▶ **Activity**: A complete, word-for-word restatement of the entries is needed.
# # # # # # #
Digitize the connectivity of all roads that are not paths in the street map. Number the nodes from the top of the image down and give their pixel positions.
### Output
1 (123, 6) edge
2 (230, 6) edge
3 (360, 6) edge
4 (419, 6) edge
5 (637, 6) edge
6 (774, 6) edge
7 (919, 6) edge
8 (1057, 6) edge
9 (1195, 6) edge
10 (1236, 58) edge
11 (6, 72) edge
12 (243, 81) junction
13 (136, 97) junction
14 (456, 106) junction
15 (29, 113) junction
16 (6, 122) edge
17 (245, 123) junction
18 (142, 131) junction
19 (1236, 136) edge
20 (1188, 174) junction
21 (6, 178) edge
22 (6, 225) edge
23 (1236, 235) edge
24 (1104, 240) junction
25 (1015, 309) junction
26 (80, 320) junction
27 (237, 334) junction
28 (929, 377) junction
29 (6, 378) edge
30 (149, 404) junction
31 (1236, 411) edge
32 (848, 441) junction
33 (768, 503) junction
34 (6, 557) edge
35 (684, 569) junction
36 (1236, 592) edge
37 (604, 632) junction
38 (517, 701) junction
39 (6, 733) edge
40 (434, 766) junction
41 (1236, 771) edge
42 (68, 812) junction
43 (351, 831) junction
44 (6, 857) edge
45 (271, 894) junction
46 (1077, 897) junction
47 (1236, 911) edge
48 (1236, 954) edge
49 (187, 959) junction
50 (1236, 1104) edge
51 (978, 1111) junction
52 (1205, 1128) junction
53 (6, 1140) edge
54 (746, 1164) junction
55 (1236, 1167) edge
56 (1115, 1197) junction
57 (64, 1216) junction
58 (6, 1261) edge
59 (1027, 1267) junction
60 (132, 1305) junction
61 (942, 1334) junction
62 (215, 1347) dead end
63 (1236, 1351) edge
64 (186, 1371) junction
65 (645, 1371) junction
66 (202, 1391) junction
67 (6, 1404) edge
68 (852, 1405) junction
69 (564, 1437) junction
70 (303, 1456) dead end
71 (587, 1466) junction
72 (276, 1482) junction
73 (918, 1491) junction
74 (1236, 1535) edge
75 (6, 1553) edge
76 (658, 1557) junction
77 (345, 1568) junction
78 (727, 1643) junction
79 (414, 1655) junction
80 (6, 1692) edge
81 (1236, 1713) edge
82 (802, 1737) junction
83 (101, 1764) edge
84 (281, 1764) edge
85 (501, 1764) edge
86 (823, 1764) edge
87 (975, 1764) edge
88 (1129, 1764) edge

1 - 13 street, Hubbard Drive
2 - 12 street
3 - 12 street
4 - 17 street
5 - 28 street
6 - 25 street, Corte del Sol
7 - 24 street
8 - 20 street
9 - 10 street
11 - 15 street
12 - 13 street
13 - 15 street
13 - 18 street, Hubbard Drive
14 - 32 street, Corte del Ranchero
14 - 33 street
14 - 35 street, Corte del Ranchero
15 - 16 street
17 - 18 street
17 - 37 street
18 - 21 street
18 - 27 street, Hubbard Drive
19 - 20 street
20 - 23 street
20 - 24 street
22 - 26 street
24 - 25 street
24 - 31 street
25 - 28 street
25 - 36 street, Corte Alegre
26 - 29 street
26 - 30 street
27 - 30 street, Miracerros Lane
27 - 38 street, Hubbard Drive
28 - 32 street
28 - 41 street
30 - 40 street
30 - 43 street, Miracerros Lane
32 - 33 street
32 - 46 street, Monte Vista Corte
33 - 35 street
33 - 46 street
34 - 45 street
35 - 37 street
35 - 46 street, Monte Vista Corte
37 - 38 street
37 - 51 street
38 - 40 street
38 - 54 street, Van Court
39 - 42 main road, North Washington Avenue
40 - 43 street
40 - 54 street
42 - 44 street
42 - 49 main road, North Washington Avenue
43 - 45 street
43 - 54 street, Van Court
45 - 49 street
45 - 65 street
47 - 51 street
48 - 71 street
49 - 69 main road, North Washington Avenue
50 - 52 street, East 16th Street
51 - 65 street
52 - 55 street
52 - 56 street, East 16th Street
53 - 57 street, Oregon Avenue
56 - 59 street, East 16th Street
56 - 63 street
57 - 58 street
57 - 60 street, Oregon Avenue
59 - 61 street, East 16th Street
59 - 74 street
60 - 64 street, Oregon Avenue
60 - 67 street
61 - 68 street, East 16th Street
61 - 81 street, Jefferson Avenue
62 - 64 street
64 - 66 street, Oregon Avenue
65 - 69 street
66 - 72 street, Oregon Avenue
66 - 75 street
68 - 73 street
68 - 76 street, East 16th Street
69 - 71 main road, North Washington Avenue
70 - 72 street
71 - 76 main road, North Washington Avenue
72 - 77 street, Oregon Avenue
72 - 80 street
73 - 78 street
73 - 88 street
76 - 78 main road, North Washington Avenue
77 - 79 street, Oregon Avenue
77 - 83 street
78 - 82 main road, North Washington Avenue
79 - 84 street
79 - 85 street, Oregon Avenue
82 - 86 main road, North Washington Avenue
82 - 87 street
# # # # # # #
▶ **Solution for this exercise**:
Digitize the connectivity of all roads that are not paths in the street map. Number the nodes from the top of the image down and give their pixel positions.
### Output
1 (123, 6) edge
2 (230, 6) edge
3 (360, 6) edge
4 (419, 6) edge
5 (637, 6) edge
6 (774, 6) edge
7 (919, 6) edge
8 (1057, 6) edge
9 (1195, 6) edge
10 (1236, 58) edge
11 (6, 72) edge
12 (243, 81) junction
13 (136, 97) junction
14 (456, 106) junction
15 (29, 113) junction
16 (6, 122) edge
17 (245, 123) junction
18 (142, 131) junction
19 (1236, 136) edge
20 (1188, 174) junction
21 (6, 178) edge
22 (6, 225) edge
23 (1236, 235) edge
24 (1104, 240) junction
25 (1015, 309) junction
26 (80, 320) junction
27 (237, 334) junction
28 (929, 377) junction
29 (6, 378) edge
30 (149, 404) junction
31 (1236, 411) edge
32 (848, 441) junction
33 (768, 503) junction
34 (6, 557) edge
35 (684, 569) junction
36 (1236, 592) edge
37 (604, 632) junction
38 (517, 701) junction
39 (6, 733) edge
40 (434, 766) junction
41 (1236, 771) edge
42 (68, 812) junction
43 (351, 831) junction
44 (6, 857) edge
45 (271, 894) junction
46 (1077, 897) junction
47 (1236, 911) edge
48 (1236, 954) edge
49 (187, 959) junction
50 (1236, 1104) edge
51 (978, 1111) junction
52 (1205, 1128) junction
53 (6, 1140) edge
54 (746, 1164) junction
55 (1236, 1167) edge
56 (1115, 1197) junction
57 (64, 1216) junction
58 (6, 1261) edge
59 (1027, 1267) junction
60 (132, 1305) junction
61 (942, 1334) junction
62 (215, 1347) dead end
63 (1236, 1351) edge
64 (186, 1371) junction
65 (645, 1371) junction
66 (202, 1391) junction
67 (6, 1404) edge
68 (852, 1405) junction
69 (564, 1437) junction
70 (303, 1456) dead end
71 (587, 1466) junction
72 (276, 1482) junction
73 (918, 1491) junction
74 (1236, 1535) edge
75 (6, 1553) edge
76 (658, 1557) junction
77 (345, 1568) junction
78 (727, 1643) junction
79 (414, 1655) junction
80 (6, 1692) edge
81 (1236, 1713) edge
82 (802, 1737) junction
83 (101, 1764) edge
84 (281, 1764) edge
85 (501, 1764) edge
86 (823, 1764) edge
87 (975, 1764) edge
88 (1129, 1764) edge

1 - 13 street, Hubbard Drive
2 - 12 street
3 - 12 street
4 - 17 street
5 - 28 street
6 - 25 street, Corte del Sol
7 - 24 street
8 - 20 street
9 - 10 street
11 - 15 street
12 - 13 street
13 - 15 street
13 - 18 street, Hubbard Drive
14 - 32 street, Corte del Ranchero
14 - 33 street
14 - 35 street, Corte del Ranchero
15 - 16 street
17 - 18 street
17 - 37 street
18 - 21 street
18 - 27 street, Hubbard Drive
19 - 20 street
20 - 23 street
20 - 24 street
22 - 26 street
24 - 25 street
24 - 31 street
25 - 28 street
25 - 36 street, Corte Alegre
26 - 29 street
26 - 30 street
27 - 30 street, Miracerros Lane
27 - 38 street, Hubbard Drive
28 - 32 street
28 - 41 street
30 - 40 street
30 - 43 street, Miracerros Lane
32 - 33 street
32 - 46 street, Monte Vista Corte
33 - 35 street
33 - 46 street
34 - 45 street
35 - 37 street
35 - 46 street, Monte Vista Corte
37 - 38 street
37 - 51 street
38 - 40 street
38 - 54 street, Van Court
39 - 42 main road, North Washington Avenue
40 - 43 street
40 - 54 street
42 - 44 street
42 - 49 main road, North Washington Avenue
43 - 45 street
43 - 54 street, Van Court
45 - 49 street
45 - 65 street
47 - 51 street
48 - 71 street
49 - 69 main road, North Washington Avenue
50 - 52 street, East 16th Street
51 - 65 street
52 - 55 street
52 - 56 street, East 16th Street
53 - 57 street, Oregon Avenue
56 - 59 street, East 16th Street
56 - 63 street
57 - 58 street
57 - 60 street, Oregon Avenue
59 - 61 street, East 16th Street
59 - 74 street
60 - 64 street, Oregon Avenue
60 - 67 street
61 - 68 street, East 16th Street
61 - 81 street, Jefferson Avenue
62 - 64 street
64 - 66 street, Oregon Avenue
65 - 69 street
66 - 72 street, Oregon Avenue
66 - 75 street
68 - 73 street
68 - 76 street, East 16th Street
69 - 71 main road, North Washington Avenue
70 - 72 street
71 - 76 main road, North Washington Avenue
72 - 77 street, Oregon Avenue
72 - 80 street
73 - 78 street
73 - 88 street
76 - 78 main road, North Washington Avenue
77 - 79 street, Oregon Avenue
77 - 83 street
78 - 82 main road, North Washington Avenue
79 - 84 street
79 - 85 street, Oregon Avenue
82 - 86 main road, North Washington Avenue
82 - 87 street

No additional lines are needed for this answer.